**WHAT THE TASK ASKS:**
Repeat the records below exactly as they appear.

**RECORD SET:**
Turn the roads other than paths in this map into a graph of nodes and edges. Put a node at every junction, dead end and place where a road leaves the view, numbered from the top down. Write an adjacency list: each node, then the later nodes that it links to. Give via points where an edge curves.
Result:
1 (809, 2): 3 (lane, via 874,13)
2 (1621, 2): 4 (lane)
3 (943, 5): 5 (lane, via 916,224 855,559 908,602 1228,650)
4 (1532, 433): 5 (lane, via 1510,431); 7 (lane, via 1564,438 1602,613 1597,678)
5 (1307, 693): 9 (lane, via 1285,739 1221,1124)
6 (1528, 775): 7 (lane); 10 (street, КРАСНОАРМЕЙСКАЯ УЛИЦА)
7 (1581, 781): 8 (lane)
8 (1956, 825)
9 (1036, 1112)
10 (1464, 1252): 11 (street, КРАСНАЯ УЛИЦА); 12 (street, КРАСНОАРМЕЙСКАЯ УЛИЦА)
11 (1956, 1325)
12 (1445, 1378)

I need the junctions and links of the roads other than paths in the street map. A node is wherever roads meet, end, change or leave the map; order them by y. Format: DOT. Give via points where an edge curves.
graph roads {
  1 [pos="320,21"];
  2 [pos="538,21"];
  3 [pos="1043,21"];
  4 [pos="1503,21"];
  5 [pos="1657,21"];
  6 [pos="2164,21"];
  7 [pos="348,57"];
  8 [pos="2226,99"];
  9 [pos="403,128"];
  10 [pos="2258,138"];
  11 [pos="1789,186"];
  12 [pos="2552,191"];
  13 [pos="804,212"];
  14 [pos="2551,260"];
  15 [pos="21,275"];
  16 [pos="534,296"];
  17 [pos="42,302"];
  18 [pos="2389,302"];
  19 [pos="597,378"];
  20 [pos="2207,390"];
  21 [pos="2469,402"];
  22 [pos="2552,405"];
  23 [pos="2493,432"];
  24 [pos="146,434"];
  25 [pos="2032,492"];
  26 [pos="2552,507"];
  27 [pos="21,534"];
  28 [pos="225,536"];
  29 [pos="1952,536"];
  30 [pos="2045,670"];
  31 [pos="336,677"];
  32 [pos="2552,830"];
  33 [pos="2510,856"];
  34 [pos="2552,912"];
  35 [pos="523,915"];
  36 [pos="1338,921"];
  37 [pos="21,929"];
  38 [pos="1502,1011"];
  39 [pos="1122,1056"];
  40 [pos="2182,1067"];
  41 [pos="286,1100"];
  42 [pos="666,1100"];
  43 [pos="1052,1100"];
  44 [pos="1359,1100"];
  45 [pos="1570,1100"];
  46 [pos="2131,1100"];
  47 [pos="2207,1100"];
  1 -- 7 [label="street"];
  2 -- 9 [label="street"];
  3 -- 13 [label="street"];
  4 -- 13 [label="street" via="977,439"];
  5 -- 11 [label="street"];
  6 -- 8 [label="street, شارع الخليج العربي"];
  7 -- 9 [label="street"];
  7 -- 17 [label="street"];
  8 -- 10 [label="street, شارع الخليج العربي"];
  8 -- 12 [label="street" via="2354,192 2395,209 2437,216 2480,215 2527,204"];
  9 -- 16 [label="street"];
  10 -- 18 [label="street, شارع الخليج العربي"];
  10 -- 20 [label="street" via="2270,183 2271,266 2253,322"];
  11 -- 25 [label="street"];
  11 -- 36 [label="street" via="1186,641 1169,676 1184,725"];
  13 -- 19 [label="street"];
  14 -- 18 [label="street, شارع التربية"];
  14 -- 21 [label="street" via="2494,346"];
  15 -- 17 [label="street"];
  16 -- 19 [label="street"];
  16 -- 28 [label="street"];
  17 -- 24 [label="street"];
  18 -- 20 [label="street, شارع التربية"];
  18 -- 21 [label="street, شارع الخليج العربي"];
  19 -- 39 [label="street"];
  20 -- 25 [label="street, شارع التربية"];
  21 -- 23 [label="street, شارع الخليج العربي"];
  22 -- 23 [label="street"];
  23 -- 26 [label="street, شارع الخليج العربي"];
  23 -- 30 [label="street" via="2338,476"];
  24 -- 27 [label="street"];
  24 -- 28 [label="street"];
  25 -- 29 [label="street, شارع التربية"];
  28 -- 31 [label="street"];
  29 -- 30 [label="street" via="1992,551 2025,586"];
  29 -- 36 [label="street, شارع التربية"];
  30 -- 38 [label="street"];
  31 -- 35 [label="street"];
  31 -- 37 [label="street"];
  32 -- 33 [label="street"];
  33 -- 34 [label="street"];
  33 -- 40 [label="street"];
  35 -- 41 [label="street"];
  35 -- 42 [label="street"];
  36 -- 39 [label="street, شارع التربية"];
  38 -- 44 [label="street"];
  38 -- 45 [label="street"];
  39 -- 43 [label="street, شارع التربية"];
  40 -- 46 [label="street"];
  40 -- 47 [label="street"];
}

**WORKED SOLUTION:**
Turn the roads other than paths in this map into a graph of nodes and edges. Put a node at every junction, dead end and place where a road leaves the view, numbered from the top down. Write an adjacency list: each node, then the later nodes that it links to. Give via points where an edge curves.
Result:
1 (809, 2): 3 (lane, via 874,13)
2 (1621, 2): 4 (lane)
3 (943, 5): 5 (lane, via 916,224 855,559 908,602 1228,650)
4 (1532, 433): 5 (lane, via 1510,431); 7 (lane, via 1564,438 1602,613 1597,678)
5 (1307, 693): 9 (lane, via 1285,739 1221,1124)
6 (1528, 775): 7 (lane); 10 (street, КРАСНОАРМЕЙСКАЯ УЛИЦА)
7 (1581, 781): 8 (lane)
8 (1956, 825)
9 (1036, 1112)
10 (1464, 1252): 11 (street, КРАСНАЯ УЛИЦА); 12 (street, КРАСНОАРМЕЙСКАЯ УЛИЦА)
11 (1956, 1325)
12 (1445, 1378)

I need the junctions and links of the roads other than paths in the street map. A node is wherever roads meet, end, change or leave the map; order them by y. Format: DOT. Give via points where an edge curves.
graph roads {
  1 [pos="320,21"];
  2 [pos="538,21"];
  3 [pos="1043,21"];
  4 [pos="1503,21"];
  5 [pos="1657,21"];
  6 [pos="2164,21"];
  7 [pos="348,57"];
  8 [pos="2226,99"];
  9 [pos="403,128"];
  10 [pos="2258,138"];
  11 [pos="1789,186"];
  12 [pos="2552,191"];
  13 [pos="804,212"];
  14 [pos="2551,260"];
  15 [pos="21,275"];
  16 [pos="534,296"];
  17 [pos="42,302"];
  18 [pos="2389,302"];
  19 [pos="597,378"];
  20 [pos="2207,390"];
  21 [pos="2469,402"];
  22 [pos="2552,405"];
  23 [pos="2493,432"];
  24 [pos="146,434"];
  25 [pos="2032,492"];
  26 [pos="2552,507"];
  27 [pos="21,534"];
  28 [pos="225,536"];
  29 [pos="1952,536"];
  30 [pos="2045,670"];
  31 [pos="336,677"];
  32 [pos="2552,830"];
  33 [pos="2510,856"];
  34 [pos="2552,912"];
  35 [pos="523,915"];
  36 [pos="1338,921"];
  37 [pos="21,929"];
  38 [pos="1502,1011"];
  39 [pos="1122,1056"];
  40 [pos="2182,1067"];
  41 [pos="286,1100"];
  42 [pos="666,1100"];
  43 [pos="1052,1100"];
  44 [pos="1359,1100"];
  45 [pos="1570,1100"];
  46 [pos="2131,1100"];
  47 [pos="2207,1100"];
  1 -- 7 [label="street"];
  2 -- 9 [label="street"];
  3 -- 13 [label="street"];
  4 -- 13 [label="street" via="977,439"];
  5 -- 11 [label="street"];
  6 -- 8 [label="street, شارع الخليج العربي"];
  7 -- 9 [label="street"];
  7 -- 17 [label="street"];
  8 -- 10 [label="street, شارع الخليج العربي"];
  8 -- 12 [label="street" via="2354,192 2395,209 2437,216 2480,215 2527,204"];
  9 -- 16 [label="street"];
  10 -- 18 [label="street, شارع الخليج العربي"];
  10 -- 20 [label="street" via="2270,183 2271,266 2253,322"];
  11 -- 25 [label="street"];
  11 -- 36 [label="street" via="1186,641 1169,676 1184,725"];
  13 -- 19 [label="street"];
  14 -- 18 [label="street, شارع التربية"];
  14 -- 21 [label="street" via="2494,346"];
  15 -- 17 [label="street"];
  16 -- 19 [label="street"];
  16 -- 28 [label="street"];
  17 -- 24 [label="street"];
  18 -- 20 [label="street, شارع التربية"];
  18 -- 21 [label="street, شارع الخليج العربي"];
  19 -- 39 [label="street"];
  20 -- 25 [label="street, شارع التربية"];
  21 -- 23 [label="street, شارع الخليج العربي"];
  22 -- 23 [label="street"];
  23 -- 26 [label="street, شارع الخليج العربي"];
  23 -- 30 [label="street" via="2338,476"];
  24 -- 27 [label="street"];
  24 -- 28 [label="street"];
  25 -- 29 [label="street, شارع التربية"];
  28 -- 31 [label="street"];
  29 -- 30 [label="street" via="1992,551 2025,586"];
  29 -- 36 [label="street, شارع التربية"];
  30 -- 38 [label="street"];
  31 -- 35 [label="street"];
  31 -- 37 [label="street"];
  32 -- 33 [label="street"];
  33 -- 34 [label="street"];
  33 -- 40 [label="street"];
  35 -- 41 [label="street"];
  35 -- 42 [label="street"];
  36 -- 39 [label="street, شارع التربية"];
  38 -- 44 [label="street"];
  38 -- 45 [label="street"];
  39 -- 43 [label="street, شارع التربية"];
  40 -- 46 [label="street"];
  40 -- 47 [label="street"];
}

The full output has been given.